Now, some countries do not want to be part of the free market, so they control their currency. The government sets a price and their currency can only be bought and sold at that price. It reduces the amount that other countries want to trade. (In recent years, this has happened in China and the old USSR.) Or, sometimes a dictator will decide to set the price of their currency too high (in recent times, this happened in Zimbabwe) then people decide to just ignore it and an illegal black market is formed.

In the open market place prices are also affected by fashions, rumours and what people think will happen in the future. So, when the Conservative government won the last election, whatever your own personal views might be on that, the international market thought that the UK was worth more and the price of the pound went up by 4%. Nothing had changed, we didn’t suddenly have great weather and become a tourist destination, it was just that people’s view of our economy changed and that altered the markets. It reflects what causes most changes in the exchange rate. It is more about optimism and fashion and less about physical things, real economy or cash flow.

In the last five years, there have been lots of worries about Europe. There have been worries that some countries (Portugal, Ireland, Greece) might collapse and the Euro might go down in value. In comparison, the Swiss franc has looked very stable, very safe and so its value has gone up. That’s good for the Swiss people right? Well, not necessarily. It means their foreign holidays will be cheaper. But if they are an exporter, wanting to sell their chocolate, watches or knives abroad, then it makes their goods more expensive, fewer people will buy them. For the Swiss, their core industries are their exporters (if you have forgotten what that means, read the article about the European Union.) Therefore, too high an exchange rate is generally bad for Switzerland.

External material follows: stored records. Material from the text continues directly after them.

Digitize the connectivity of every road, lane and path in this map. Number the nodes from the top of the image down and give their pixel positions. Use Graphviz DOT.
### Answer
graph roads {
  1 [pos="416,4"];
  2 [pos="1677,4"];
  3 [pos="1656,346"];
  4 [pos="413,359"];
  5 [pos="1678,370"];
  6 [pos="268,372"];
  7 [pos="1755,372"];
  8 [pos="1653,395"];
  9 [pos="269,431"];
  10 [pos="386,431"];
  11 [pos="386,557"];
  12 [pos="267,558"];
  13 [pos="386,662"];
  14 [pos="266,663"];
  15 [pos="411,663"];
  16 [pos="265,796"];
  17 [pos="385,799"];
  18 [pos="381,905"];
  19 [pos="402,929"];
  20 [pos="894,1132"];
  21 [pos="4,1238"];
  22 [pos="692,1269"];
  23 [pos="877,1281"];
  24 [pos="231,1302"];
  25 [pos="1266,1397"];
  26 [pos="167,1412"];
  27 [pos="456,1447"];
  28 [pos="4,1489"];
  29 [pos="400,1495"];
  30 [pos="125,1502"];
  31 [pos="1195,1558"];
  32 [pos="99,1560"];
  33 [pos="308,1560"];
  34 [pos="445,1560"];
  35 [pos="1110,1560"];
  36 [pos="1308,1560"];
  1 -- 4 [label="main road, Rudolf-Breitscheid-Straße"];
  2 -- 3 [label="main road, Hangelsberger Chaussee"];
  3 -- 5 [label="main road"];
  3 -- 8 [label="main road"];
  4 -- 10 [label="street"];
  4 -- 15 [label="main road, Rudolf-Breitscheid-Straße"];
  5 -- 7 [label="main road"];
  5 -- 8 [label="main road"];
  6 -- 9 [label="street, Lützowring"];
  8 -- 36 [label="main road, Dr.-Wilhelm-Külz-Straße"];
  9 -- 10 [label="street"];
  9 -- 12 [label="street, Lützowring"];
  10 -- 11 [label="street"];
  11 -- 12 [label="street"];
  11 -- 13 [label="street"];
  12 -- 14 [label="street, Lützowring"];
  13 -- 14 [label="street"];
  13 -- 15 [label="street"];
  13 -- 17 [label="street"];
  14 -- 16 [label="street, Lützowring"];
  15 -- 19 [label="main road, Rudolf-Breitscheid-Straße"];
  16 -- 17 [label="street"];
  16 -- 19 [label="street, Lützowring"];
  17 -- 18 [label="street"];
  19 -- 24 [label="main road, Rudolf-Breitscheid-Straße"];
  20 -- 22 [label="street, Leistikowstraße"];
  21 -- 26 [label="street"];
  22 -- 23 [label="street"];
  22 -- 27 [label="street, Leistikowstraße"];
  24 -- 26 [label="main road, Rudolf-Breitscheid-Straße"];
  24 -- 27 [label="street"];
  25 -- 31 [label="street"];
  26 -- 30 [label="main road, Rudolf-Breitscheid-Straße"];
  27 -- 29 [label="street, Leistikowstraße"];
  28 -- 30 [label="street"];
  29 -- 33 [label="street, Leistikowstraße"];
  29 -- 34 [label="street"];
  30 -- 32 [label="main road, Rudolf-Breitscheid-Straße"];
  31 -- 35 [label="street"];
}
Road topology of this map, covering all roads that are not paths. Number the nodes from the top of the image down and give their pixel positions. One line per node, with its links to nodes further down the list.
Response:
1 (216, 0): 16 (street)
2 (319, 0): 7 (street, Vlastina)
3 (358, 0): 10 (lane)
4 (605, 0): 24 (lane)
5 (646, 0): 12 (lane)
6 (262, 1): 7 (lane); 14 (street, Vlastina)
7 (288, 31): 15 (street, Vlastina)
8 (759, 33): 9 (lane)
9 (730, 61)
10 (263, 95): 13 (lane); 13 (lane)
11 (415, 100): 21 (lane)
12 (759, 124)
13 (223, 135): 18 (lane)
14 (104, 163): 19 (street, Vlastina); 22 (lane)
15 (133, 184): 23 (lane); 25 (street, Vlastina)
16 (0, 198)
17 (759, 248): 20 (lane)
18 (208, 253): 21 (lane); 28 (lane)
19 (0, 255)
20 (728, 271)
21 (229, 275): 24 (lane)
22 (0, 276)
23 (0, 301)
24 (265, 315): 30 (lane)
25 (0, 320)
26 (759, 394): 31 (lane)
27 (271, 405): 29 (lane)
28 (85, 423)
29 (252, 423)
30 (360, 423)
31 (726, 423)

So, the Swiss government decided to do something. In 2011 the Swiss Central Bank set a target maximum price for Swiss francs, they said they would act in the markets so it would not go above a certain rate. This is called pegging. They agreed they would always sell Swiss francs at a certain price, so no one would go elsewhere and buy them at a higher price, therefore no one bothered to try and sell them at a higher price. The bank then had to actually sell francs at the declared price (to make it real) so it was regularly buying other currency (which it stored.) Now, because they were a strong, trusted bank, saying they would buy other currency, which kept the Swiss franc below a certain price, everyone believed them. This continued for several years.

Then, in January 2015, they announced that they were removing the peg. The exchange rate changed by nearly 20% in a morning, the biggest one day change in a single major currency for decades. Wow.